I have a flat array b
:
a = numpy.array([0, 1, 1, 2, 3, 1, 2])
And an array c
of indices marking the start of each "chunk":
b = numpy.array([0, 4])
I know I can find the maximum in each "chunk" using a reduction:
m = numpy.maximum.reduceat(a,b)
>>> array([2, 3], dtype=int32)
But... Is there a way to find the index of the maximum <edit>
within a chunk</edit>
(like numpy.argmax
), with vectorized operations (no lists, loops)?
Borrowing the idea from this post
.
Steps involved :
Offset all elements in a group by a limit-offset.
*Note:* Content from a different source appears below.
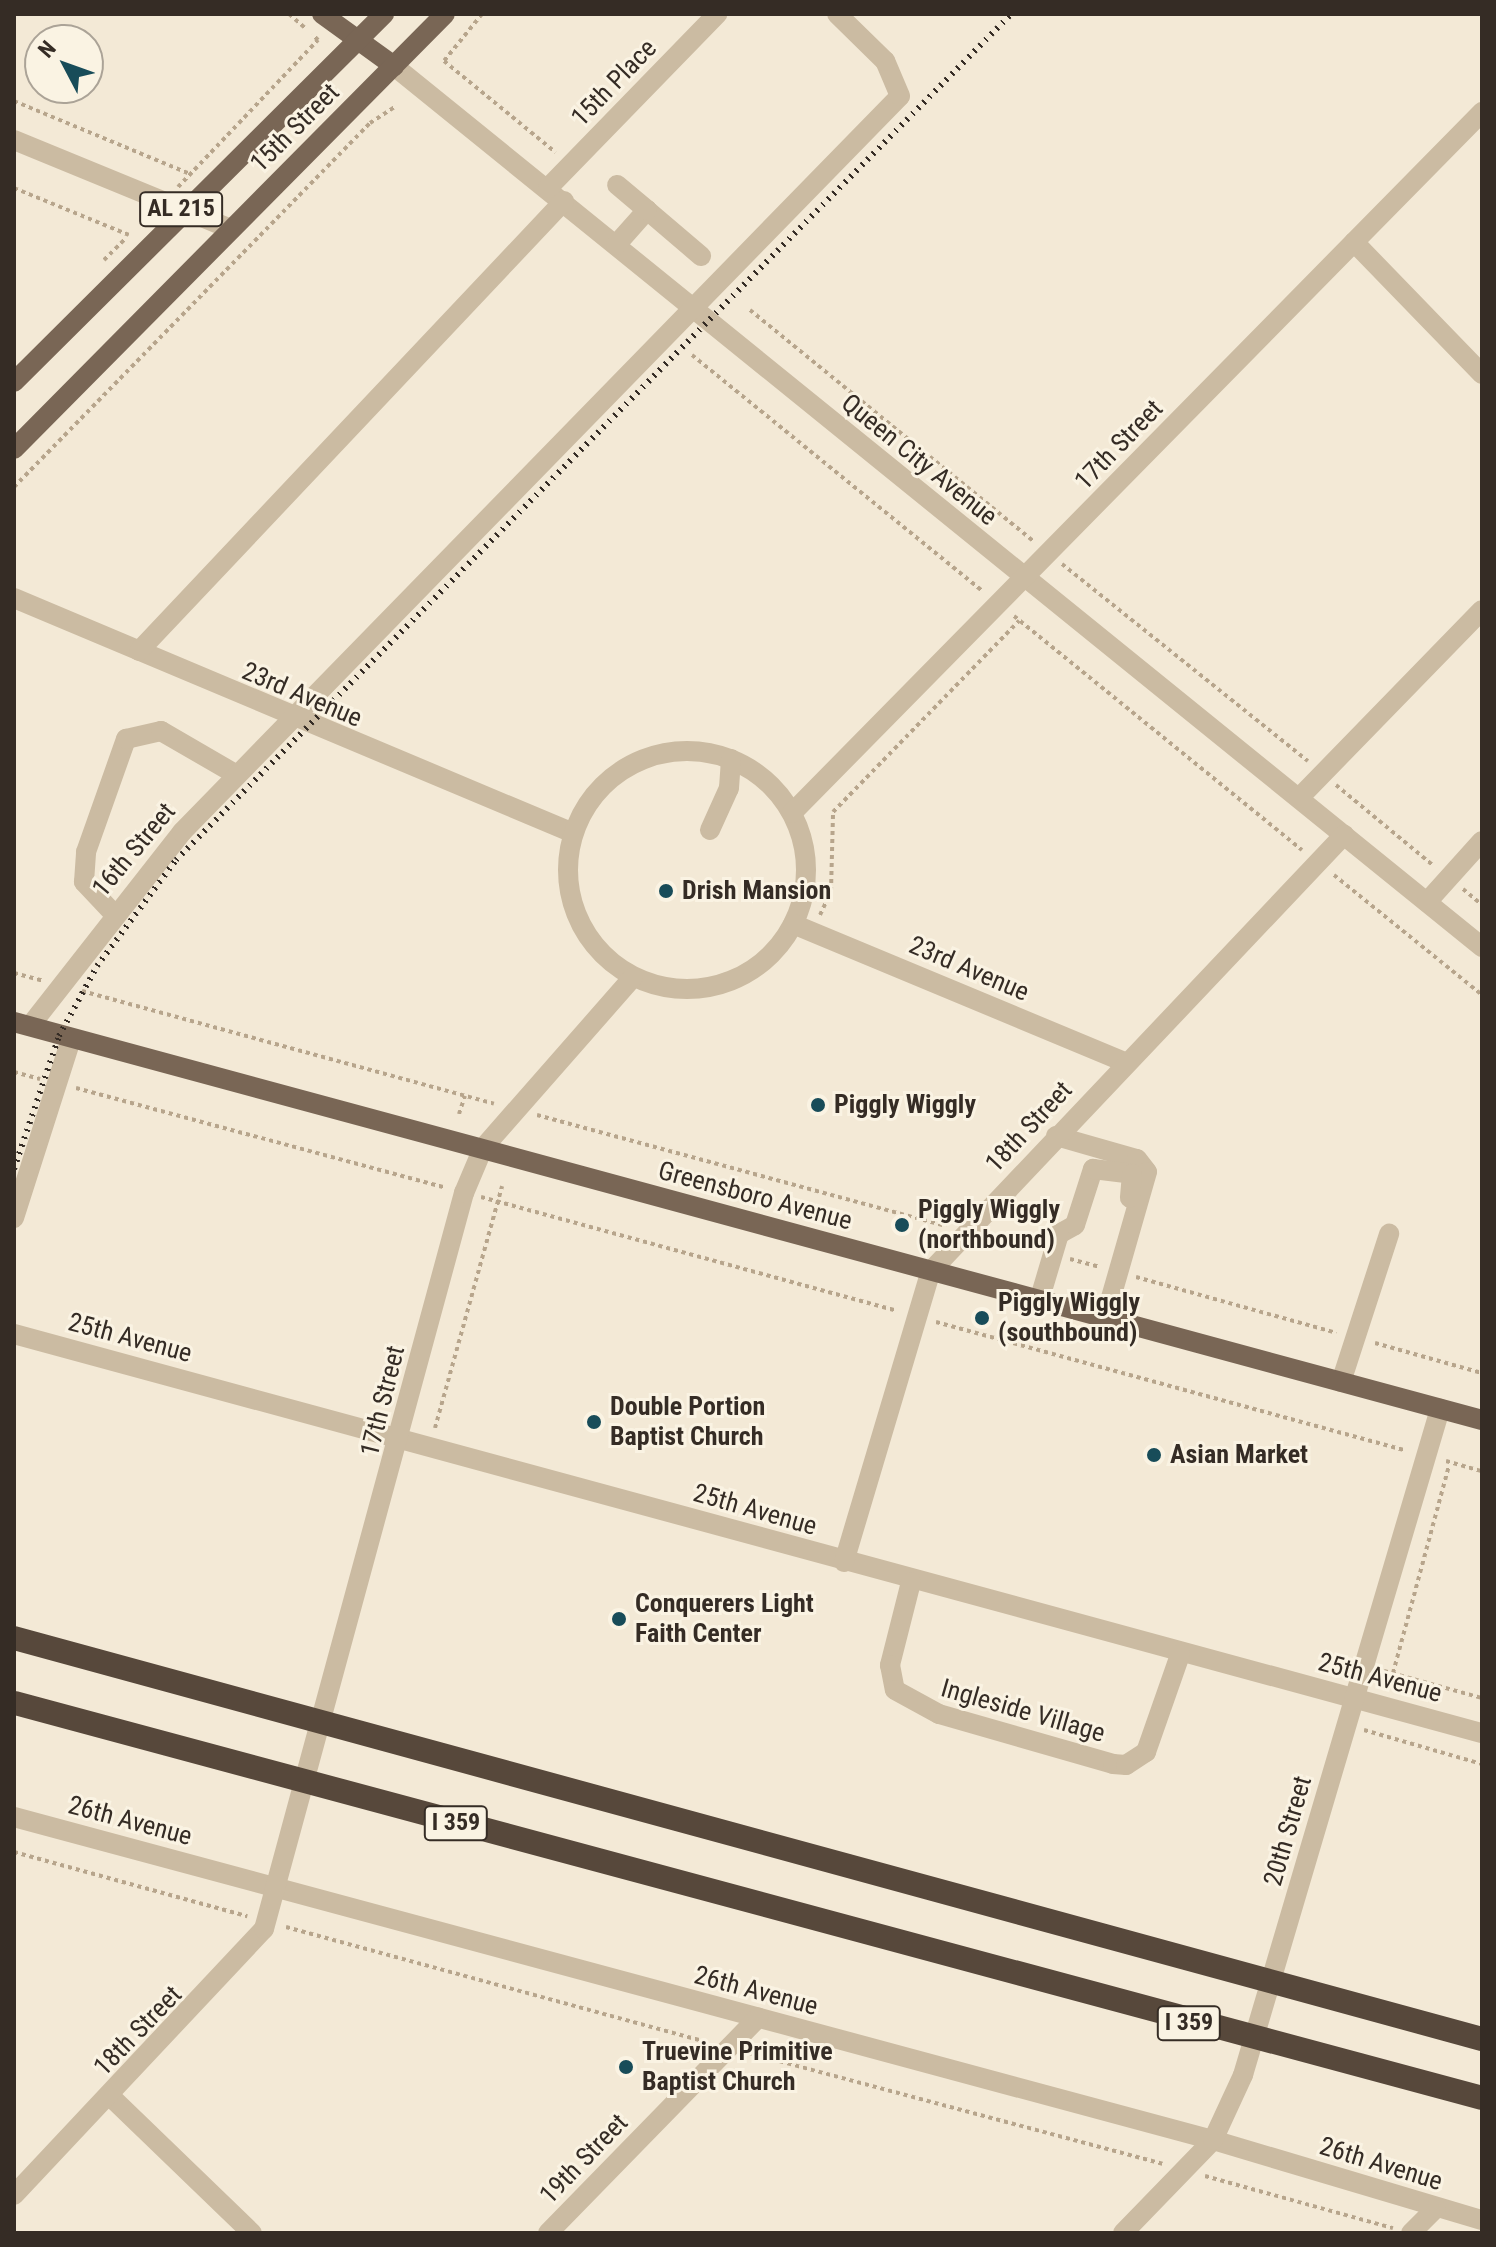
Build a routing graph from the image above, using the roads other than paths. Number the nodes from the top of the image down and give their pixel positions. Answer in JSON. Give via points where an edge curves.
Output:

Sort them globally, thus limiting each group to stay at their positions, but sorting the elements within each group.
In the sorted array, we would look for the last element, which would be the group max. Their indices would be the argmax after offsetting down for the group lengths.
Thus, a vectorized implementation would be -
def numpy_argmax_reduceat(a, b):
n = a.max()+1 # limit-offset
grp_count = np.append(b[1:] - b[:-1], a.size - b[-1])
shift = n*np.repeat(np.arange(grp_count.size), grp_count)
sortidx = (a+shift).argsort()
grp_shifted_argmax = np.append(b[1:],a.size)-1
return sortidx[grp_shifted_argmax] - b
As a minor tweak and possibly faster one, we could alternatively create shift
with cumsum
and thus have a variation of the earlier approach, like so -
def numpy_argmax_reduceat_v2(a, b):
n = a.max()+1 # limit-offset
id_arr = np.zeros(a.size,dtype=int)
id_arr[b[1:]] = 1
shift = n*id_arr.cumsum()
sortidx = (a+shift).argsort()
grp_shifted_argmax = np.append(b[1:],a.size)-1
return sortidx[grp_shifted_argmax] - b